The "From:" header might take any number of forms ...

The first two sed commands extracts the bare email address; the next two remove any single or double quote mark as a matter of security; the last line changes it to lower case.

Note 6: $INLIST checks to see if $LOOKUP is a user

The value of $LOOKUP is compared line by line with the values of the list of users. This list has the same name as $SERV, and in this example would be 'economics' in the subdirectory "lists/" - but could be anywhere convenient. If the email address is already included, then $INLIST takes a value, otherwise it does not. This is used for new subscriptions, and could also be used for the redistribution section.

Note: I originally used "egrep" instead of "grep". Egrep doesn't work properly.

Note 7: Handle subscriptions

Subscriptions are handled with this recipe. Read "* ! INLIST ?? (.)" as, "if not $INLIST has an assigned value" -- meaning the $LOOKUP email address was not found in the list of subscribers. IF $INLIST has no value, the steps needed to add a subscriber are taken. These include...

Note 8: Refuse email if size exceeds 32K

The limit is here set at 32K which ought to be large enough for just about anything except some bloated-format HTML email. A "Reply-To:" header reads "" and the "From:" header is set to "". Note that the email body will specify the size of the email which was received.

Note 9: Tag-line added to each outgoing email

The tag line will not be added until after "serv-cleanup" has been called. The tag line uses the equal sign as the score. This allows "serv-cleanup" to remove the tags from previous emails.

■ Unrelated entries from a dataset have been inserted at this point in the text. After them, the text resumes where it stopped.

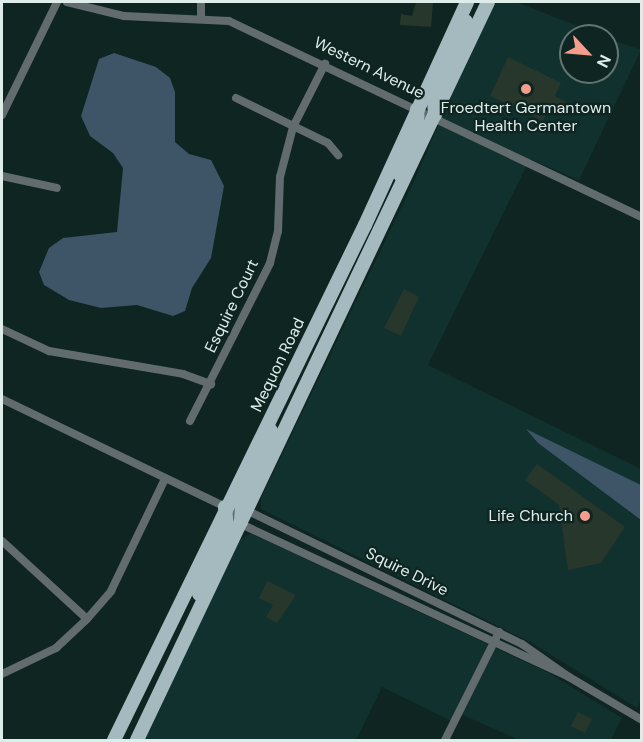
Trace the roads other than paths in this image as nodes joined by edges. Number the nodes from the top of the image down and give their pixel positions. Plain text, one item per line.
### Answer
1 (57, 2) edge
2 (67, 2) edge
3 (201, 2) edge
4 (468, 2) edge
5 (488, 2) edge
6 (201, 17) junction
7 (325, 64) junction
8 (236, 98) dead end
9 (417, 109) junction
10 (2, 115) edge
11 (436, 118) junction
12 (293, 127) junction
13 (338, 155) dead end
14 (2, 176) edge
15 (57, 188) dead end
16 (392, 209) junction
17 (642, 217) edge
18 (362, 230) junction
19 (379, 237) junction
20 (2, 329) edge
21 (211, 384) junction
22 (2, 399) edge
23 (278, 403) junction
24 (190, 421) dead end
25 (165, 479) junction
26 (225, 507) junction
27 (244, 510) junction
28 (241, 524) junction
29 (2, 541) edge
30 (87, 619) junction
31 (499, 632) junction
32 (188, 633) junction
33 (494, 643) junction
34 (2, 674) edge
35 (569, 677) junction
36 (640, 716) edge
37 (114, 741) edge
38 (137, 741) edge
39 (446, 741) edge

1 - 10 street
2 - 6 street, Western Avenue
3 - 6 street
4 - 9 main road, Mequon Road
4 - 11 main road
5 - 11 main road
6 - 7 street, Western Avenue
7 - 9 street, Western Avenue
7 - 12 street, Esquire Court
8 - 12 street
9 - 11 street, Western Avenue
9 - 16 main road
9 - 18 main road, Mequon Road
11 - 16 main road
11 - 17 street, Western Avenue
12 - 13 street
12 - 21 street, Esquire Court
14 - 15 street
16 - 19 main road
18 - 19 main road
18 - 23 main road, Mequon Road
19 - 27 main road
20 - 21 street
21 - 24 street, Esquire Court
22 - 25 street, Squire Drive
23 - 26 main road, Mequon Road
23 - 27 main road
25 - 26 street, Squire Drive
25 - 30 street
26 - 27 street, Squire Drive
26 - 28 street, Squire Drive
26 - 32 main road
26 - 37 main road, Mequon Road
27 - 28 main road
27 - 31 street, Squire Drive
28 - 32 main road
28 - 33 street, Squire Drive
29 - 30 street
30 - 34 street
31 - 33 street
31 - 35 street, Squire Drive
32 - 38 main road
33 - 35 street, Squire Drive
33 - 39 street
35 - 36 street, Squire Drive

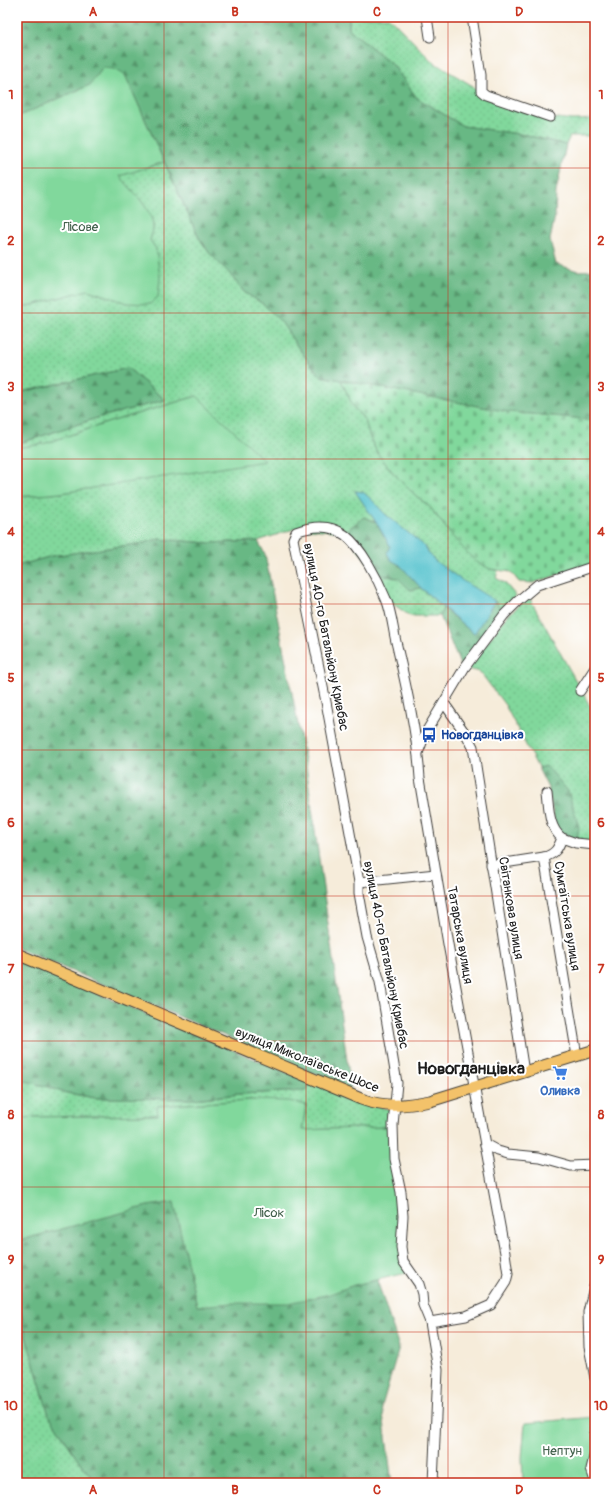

The "serv-archive" script removes it again. $SERV is of course substituted with the value (name) of the current listserv.

Note 10: Dealing with Multipart, Quoted/printable, Base64 encoding, UTF-8 character set, and HTML format

If you do not disallow HTML-ized email, or multipart email, then the bulk of these will pass unmolested. The Archiving script, however, will have problems with HTML-ized and multi-part texts, but some measure can be taken to clean up weird email.

Additionally, fitering emails will radically reduce their size and make them universally readable.

What we have in the above is four separate recipes using four additional body filters, staggered so as to catch even the recursive stupidly formatted email and reduce it to plain text. Saves a lot of grief.

I will not present the filters here, since these consist of a Perl script (serv-e2t, 4686 bytes), a Lynx dump (serv-html, 224 bytes), a two Perl Mime decoders (serv-quoted, 200 bytes, and serv-decode64, 172 bytes). If you need to know, ask me. The set has worked consistantly on a dozen listservs for years.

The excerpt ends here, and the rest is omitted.